Ahmed R. A. Hammam*1, Lloyd E. Metzger1, 1South Dakota State University, Brookings, SD.
Key Words: microfiltration, micellar casein, shelf life
Production and storage stability of liquid micellar casein concentrate.
Ahmed R. A. Hammam*1, Lloyd E. Metzger1, 1South Dakota State University, Brookings, SD.

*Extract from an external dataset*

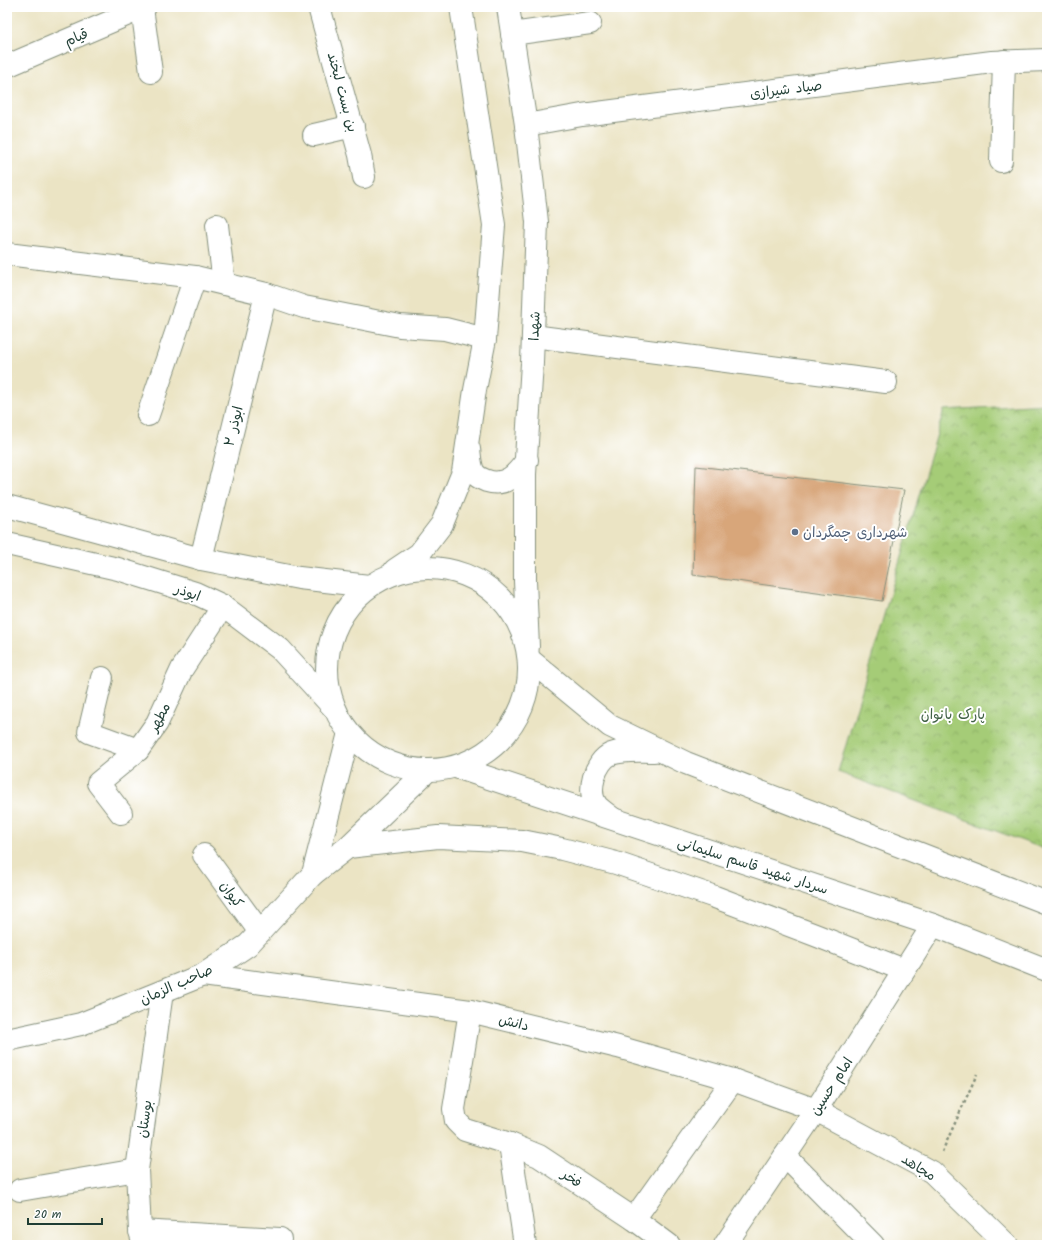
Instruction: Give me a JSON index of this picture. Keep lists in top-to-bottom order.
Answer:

Micellar casein is a high protein ingredient that can be used as a valuable source of intact casein in process cheese formulations. The objective of this study was to produce a highly concentrated micellar casein (HC-MC) and evaluate its storage stability. Skim milk was pasteurized at 72°C for 16 s and kept at ≤ 4°C until the following day when it was heated in a plate heat exchanger to 50°C and microfiltered with a ceramic GP MF system (0.1μm) in a feed and bleed mode to produce a 3 × MF retentate (1 kg of retentate:2 kg of permeate). Subsequently, the retentate was diluted 2× with soft-water (2 kg of water:1 kg of retentate) and again microfiltered at 50°C to a 3× concentration as described previously. The retentate was then cooled to 4°C, and stored overnight. The following day, the retentate was heated to 65°C and microfiltered in a recirculation-mode until the total solid reached approximately 22%. Subsequently, the temperature was increased to 74°C and microfiltration was continued until the permeate flow rate reached less than 5 L/h. The HC-MC retentate was transferred at 74°C to sterilized vials and stored at 4°C. This trial was repeated 3 times using 3 separate batches of raw milk. During microfiltration, the mean cumulative SP removal in the first, second, and third stages was 46, 77, and 83%, respectively. The mean HC-MC at time zero contained 25.42% total solids (TS), 20.20% true protein (TP), 0.09% NPN, 0.55% NCN, 19.80% CN, 2.0% ash, 97.70% CN%TP, and 0.45% SP. The NCN content increased significantly (P < 0.05) from 0.55 to 0.76% during 2 mo of storage. The NPN also increased over time from 0.095% at time zero to 0.12% after 2 mo of storage. The mean aerobic bacterial count in HC-MC at time zero was 2.6 ± 0.16 log cfu/mL and increased to 3.5 ± 0.89 and 4.3 ± 0.97 log cfu/mL after 1 and 2 mo of storage, respectively. Coliform, yeasts, and mold were not detected at any time point. This study determined that HC-MC could be manufactured using ceramic MF membranes with over 25% TS and greater than 95% CN%TP. The impact of the small increase in NCN and NPN during 2 mo of storage on process cheese characteristics will be evaluated in subsequent studies.